35S‐labelled proteins were made using the SP6‐coupled reticulocyte lysate system (Madison, WI) and were assayed by SDS–PAGE followed by detection by either exposure to film or phosphorimager (Molecular Dynamics). Caspase‐3 processing of caspase‐2 was carried out in following buffer: 50 mM HEPES (pH 7.2), 50 mM NaCl, 0.1% CHAPS, 10 mM EDTA, 5% Glycerol, and 10 mM DTT.

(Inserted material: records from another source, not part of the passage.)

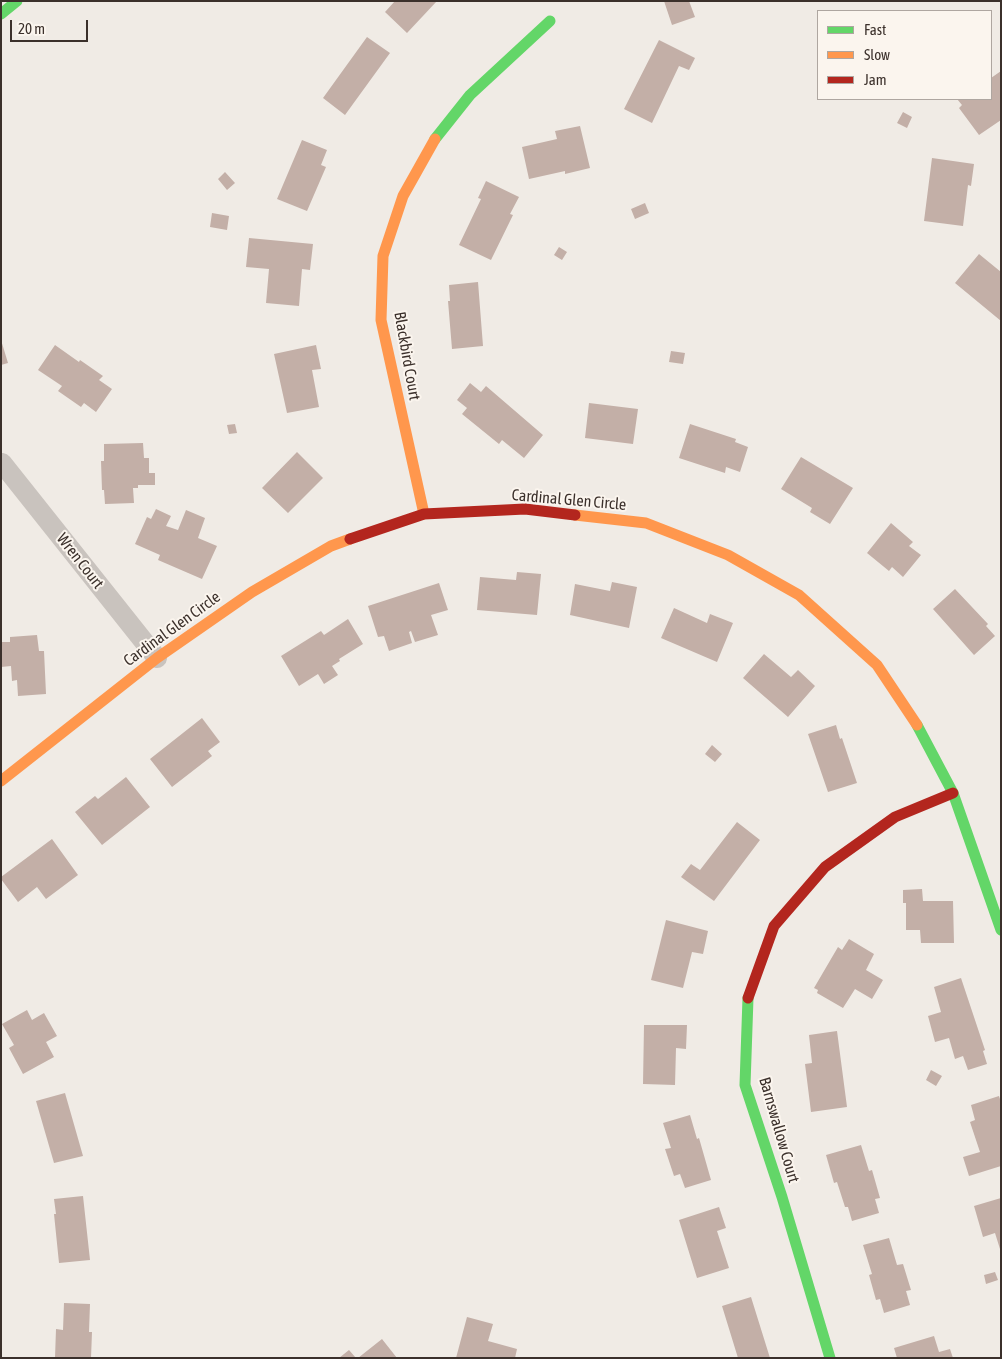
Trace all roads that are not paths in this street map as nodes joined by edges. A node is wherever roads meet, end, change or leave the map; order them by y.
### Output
1 (17, 1) edge
2 (1, 14) edge
3 (550, 21) dead end
4 (2, 463) edge
5 (424, 514) junction
6 (157, 658) junction
7 (1, 781) edge
8 (953, 793) junction
9 (1001, 930) edge
10 (830, 1358) edge

1 - 2 main road
3 - 5 main road, Blackbird Court
4 - 6 street, Wren Court
5 - 6 main road, Cardinal Glen Circle
5 - 8 main road, Cardinal Glen Circle
6 - 7 main road, Cardinal Glen Circle
8 - 9 main road, Cardinal Glen Circle
8 - 10 main road, Barnswallow Court

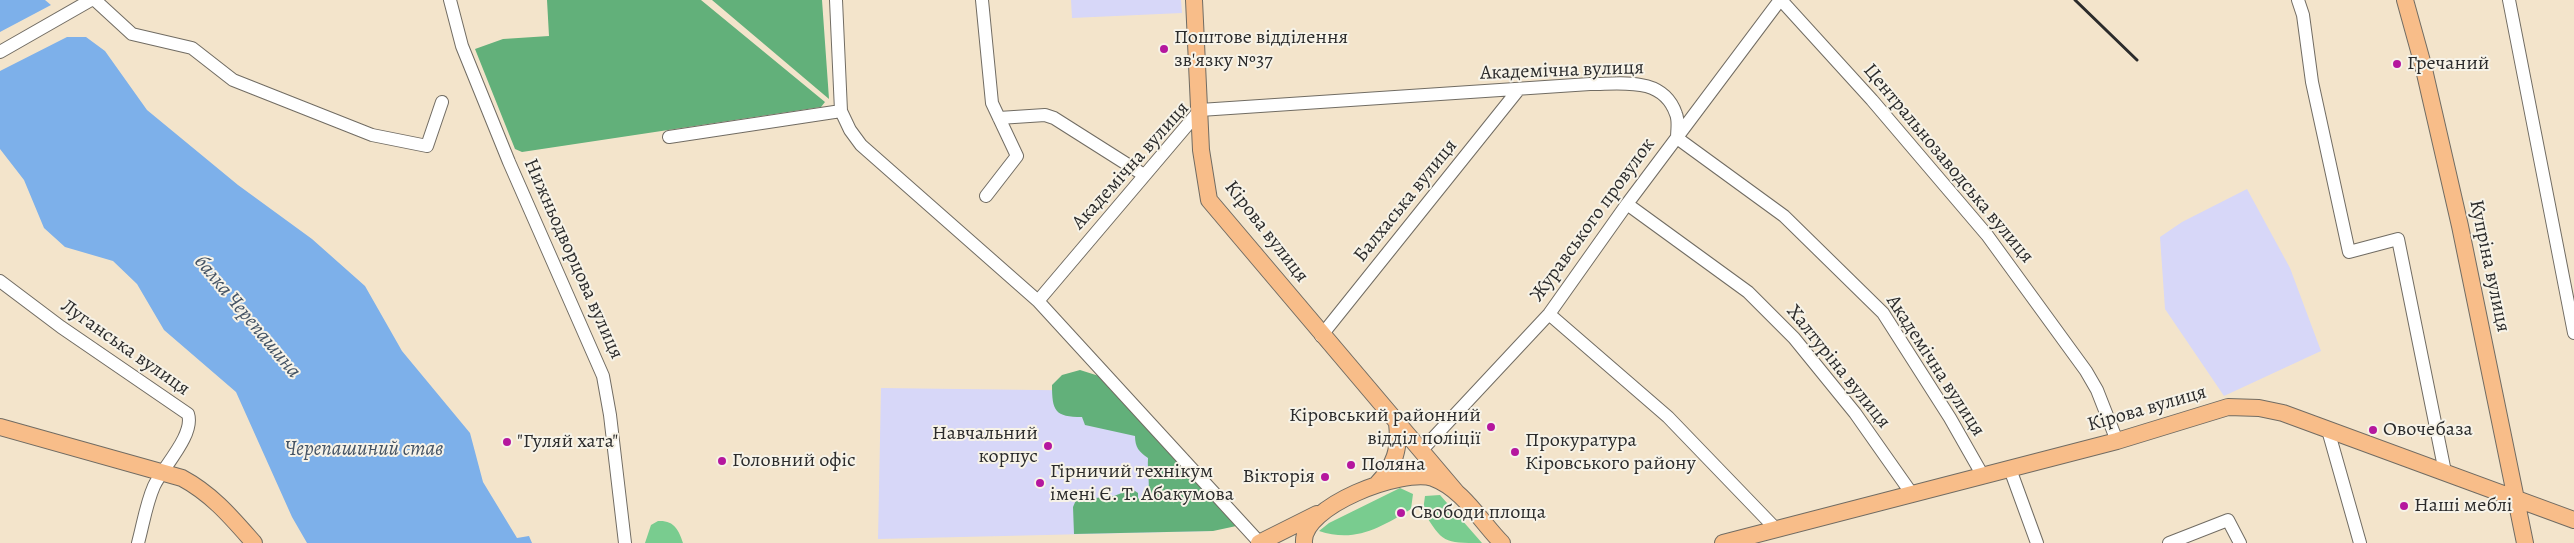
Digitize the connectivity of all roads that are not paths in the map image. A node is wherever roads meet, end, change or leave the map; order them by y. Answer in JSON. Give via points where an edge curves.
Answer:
{"nodes":[{"id":1,"x":91,"y":0,"type":"edge"},
{"id":2,"x":95,"y":0,"type":"edge"},
{"id":3,"x":450,"y":0,"type":"edge"},
{"id":4,"x":836,"y":0,"type":"edge"},
{"id":5,"x":982,"y":0,"type":"edge"},
{"id":6,"x":1194,"y":0,"type":"edge"},
{"id":7,"x":1780,"y":0,"type":"edge"},
{"id":8,"x":2298,"y":0,"type":"edge"},
{"id":9,"x":2405,"y":0,"type":"edge"},
{"id":10,"x":2509,"y":0,"type":"edge"},
{"id":11,"x":0,"y":52,"type":"edge"},
{"id":12,"x":1519,"y":89,"type":"junction"},
{"id":13,"x":442,"y":102,"type":"dead end"},
{"id":14,"x":1200,"y":110,"type":"junction"},
{"id":15,"x":841,"y":111,"type":"junction"},
{"id":16,"x":999,"y":118,"type":"junction"},
{"id":17,"x":668,"y":137,"type":"dead end"},
{"id":18,"x":1677,"y":138,"type":"junction"},
{"id":19,"x":1144,"y":176,"type":"junction"},
{"id":20,"x":986,"y":196,"type":"dead end"},
{"id":21,"x":1626,"y":204,"type":"junction"},
{"id":22,"x":0,"y":281,"type":"edge"},
{"id":23,"x":1038,"y":301,"type":"junction"},
{"id":24,"x":1549,"y":314,"type":"junction"},
{"id":25,"x":2574,"y":334,"type":"edge"},
{"id":26,"x":1322,"y":336,"type":"junction"},
{"id":27,"x":1397,"y":423,"type":"junction"},
{"id":28,"x":0,"y":427,"type":"edge"},
{"id":29,"x":2328,"y":430,"type":"junction"},
{"id":30,"x":2117,"y":440,"type":"junction"},
{"id":31,"x":1421,"y":451,"type":"junction"},
{"id":32,"x":2010,"y":469,"type":"junction"},
{"id":33,"x":163,"y":472,"type":"junction"},
{"id":34,"x":2445,"y":472,"type":"junction"},
{"id":35,"x":1983,"y":476,"type":"junction"},
{"id":36,"x":1377,"y":484,"type":"junction"},
{"id":37,"x":1457,"y":493,"type":"junction"},
{"id":38,"x":1912,"y":494,"type":"junction"},
{"id":39,"x":2517,"y":499,"type":"junction"},
{"id":40,"x":1323,"y":511,"type":"junction"},
{"id":41,"x":2574,"y":520,"type":"edge"},
{"id":42,"x":1776,"y":529,"type":"junction"},
{"id":43,"x":1500,"y":541,"type":"edge"},
{"id":44,"x":138,"y":543,"type":"edge"},
{"id":45,"x":254,"y":543,"type":"edge"},
{"id":46,"x":624,"y":543,"type":"edge"},
{"id":47,"x":1259,"y":543,"type":"edge"},
{"id":48,"x":1304,"y":543,"type":"edge"},
{"id":49,"x":1724,"y":543,"type":"edge"},
{"id":50,"x":2037,"y":543,"type":"edge"},
{"id":51,"x":2169,"y":543,"type":"edge"},
{"id":52,"x":2240,"y":543,"type":"edge"},
{"id":53,"x":2360,"y":543,"type":"edge"},
{"id":54,"x":2525,"y":543,"type":"edge"}],
"edges":[{"from":1,"to":11,"type":"street"},
{"from":2,"to":13,"type":"street","via":[[132,34],[192,48],[233,80],[372,135],[427,146]]},
{"from":3,"to":46,"type":"street","name":"Нижньодворцова вулиця","via":[[462,46],[509,162],[604,376]]},
{"from":4,"to":15,"type":"street"},
{"from":5,"to":16,"type":"street","via":[[992,104]]},
{"from":6,"to":14,"type":"main road","name":"Кірова вулиця"},
{"from":7,"to":18,"type":"street","name":"Журавського провулок"},
{"from":7,"to":30,"type":"street","name":"Центральнозаводська вулиця","via":[[1872,100],[1988,235],[2086,372],[2097,390]]},
{"from":8,"to":34,"type":"street","via":[[2312,82],[2349,252],[2398,239]]},
{"from":9,"to":39,"type":"main road","name":"Купріна вулиця","via":[[2460,226]]},
{"from":10,"to":25,"type":"street"},
{"from":12,"to":14,"type":"street","name":"Академічна вулиця"},
{"from":12,"to":18,"type":"street","name":"Академічна вулиця","via":[[1590,84],[1655,87],[1677,115]]},
{"from":12,"to":26,"type":"street","name":"Балхаська вулиця"},
{"from":14,"to":19,"type":"street","name":"Академічна вулиця"},
{"from":14,"to":26,"type":"main road","name":"Кірова вулиця","via":[[1201,150],[1209,200]]},
{"from":15,"to":17,"type":"street"},
{"from":15,"to":23,"type":"street","via":[[861,145]]},
{"from":16,"to":19,"type":"street","via":[[1044,115],[1054,118]]},
{"from":16,"to":20,"type":"street","via":[[1017,156]]},
{"from":18,"to":21,"type":"street","name":"Журавського провулок"},
{"from":18,"to":35,"type":"street","name":"Академічна вулиця","via":[[1784,216],[1883,313]]},
{"from":19,"to":23,"type":"street","name":"Академічна вулиця"},
{"from":21,"to":24,"type":"street","name":"Журавського провулок"},
{"from":21,"to":38,"type":"street","name":"Халтуріна вулиця","via":[[1748,292],[1794,338],[1855,413]]},
{"from":22,"to":33,"type":"street","name":"Луганська вулиця","via":[[61,328],[188,414],[189,425]]},
{"from":23,"to":47,"type":"street"},
{"from":24,"to":31,"type":"street","name":"Журавського провулок"},
{"from":24,"to":42,"type":"street","via":[[1668,417]]},
{"from":26,"to":27,"type":"main road","name":"Кірова вулиця"},
{"from":27,"to":31,"type":"main road","name":"Кірова вулиця"},
{"from":27,"to":36,"type":"main road","name":"Кірова вулиця","via":[[1399,442],[1395,458],[1390,470]]},
{"from":28,"to":33,"type":"main road"},
{"from":29,"to":30,"type":"main road","name":"Кірова вулиця","via":[[2282,413],[2228,407]]},
{"from":29,"to":34,"type":"main road","name":"Кірова вулиця"},
{"from":29,"to":53,"type":"street"},
{"from":30,"to":32,"type":"main road","name":"Кірова вулиця"},
{"from":31,"to":37,"type":"main road","name":"Кірова вулиця"},
{"from":32,"to":35,"type":"main road","name":"Кірова вулиця"},
{"from":32,"to":50,"type":"street"},
{"from":33,"to":44,"type":"street","name":"Луганська вулиця","via":[[154,486]]},
{"from":33,"to":45,"type":"main road","via":[[198,487],[224,509]]},
{"from":34,"to":39,"type":"main road","name":"Кірова вулиця"},
{"from":35,"to":38,"type":"main road","name":"Кірова вулиця"},
{"from":36,"to":37,"type":"main road","name":"Кірова вулиця","via":[[1418,475],[1434,479]]},
{"from":36,"to":40,"type":"main road","name":"Кірова вулиця"},
{"from":37,"to":43,"type":"main road","name":"Кірова вулиця"},
{"from":38,"to":42,"type":"main road","name":"Кірова вулиця"},
{"from":39,"to":41,"type":"main road","name":"Кірова вулиця"},
{"from":39,"to":54,"type":"main road","name":"Купріна вулиця"},
{"from":40,"to":47,"type":"main road"},
{"from":40,"to":48,"type":"main road","name":"Кірова вулиця","via":[[1306,531]]},
{"from":42,"to":49,"type":"main road","name":"Кірова вулиця"},
{"from":51,"to":52,"type":"street","via":[[2228,520]]}]}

Cell culture, siRNA, and drug treatments

Custom caspase‐2 oligos targeted to the 3′ untranslated region of caspase‐2 were ordered from Dharmacon, Lafayette, CO. The sequence for the caspase‐2 siRNA used was UGGAAGUAUUUGAGAGAGAUU. Exponentially growing U2OS cells were grown in Dulbecco minimal essential medium (DMEM) supplemented with 10% fetal bovine serum. Nocodazole was diluted in DMEM at a concentration of 40 μg/ml and added to cells for the duration of the experiment. For apoptosis experiments, cells were collected after 24–30 h in nocodazole. To generate mitotic lysates, cells were incubated in nocodazole for 16 h and collected by agitating flasks to dislodge loosely attached mitotic cells. Interphase and mitotic cells were incubated on ice in lysis buffer (20 mM HEPES (pH 7.5), 10 mM KCl, 1.5 mM MgCl2, 1 mM EDTA, 1 mM EGTA, 1 mM DTT, 0.1% CHAPS, 1 mM PMSF, and protease inhibitor cocktail. The inhibitor cocktail is made up of 1 μg/ml aprotinin and leupeptin) for 15 min, followed by dounce homogenization.

Lentivirus vectors

Lentivirus vectors were produced by transient transfection of HEK293T cells using plasmids from the Plenti7.3/V5‐DEST Gateway vector kit (Invitrogen, Carlsbad, CA), which generates lentivirus expressing the gene of interest and GFP. Virus supernatants were collected at 24, 48, and 72 h post‐transfection. Collected supernatants were cleared by centrifugation (828 g), then concentrated by ultracentrifugation at 115 889 g for 1.5 h at 4°C. Concentrated virus was incubated overnight at 4 °C. Viral stocks were stored at −80°C. Viral titres were determined by infecting U2OS cells and determining the percentage of GFP‐positive cells by flow cytometry. Vector titers were determined using the equation [(F × CO)/V] × D, where F is the frequency of GFP‐positive cells, CO is the total number of cells at the time of infection, V is the volume of inoculum, and D is the virus dilution factor. For all experiments, infections were carried out at a multiplicity of infection of 2.5 with 10 μg/ml polybrene for 3 h. For addback experiments, cells were infected 24 h after siRNA transfection.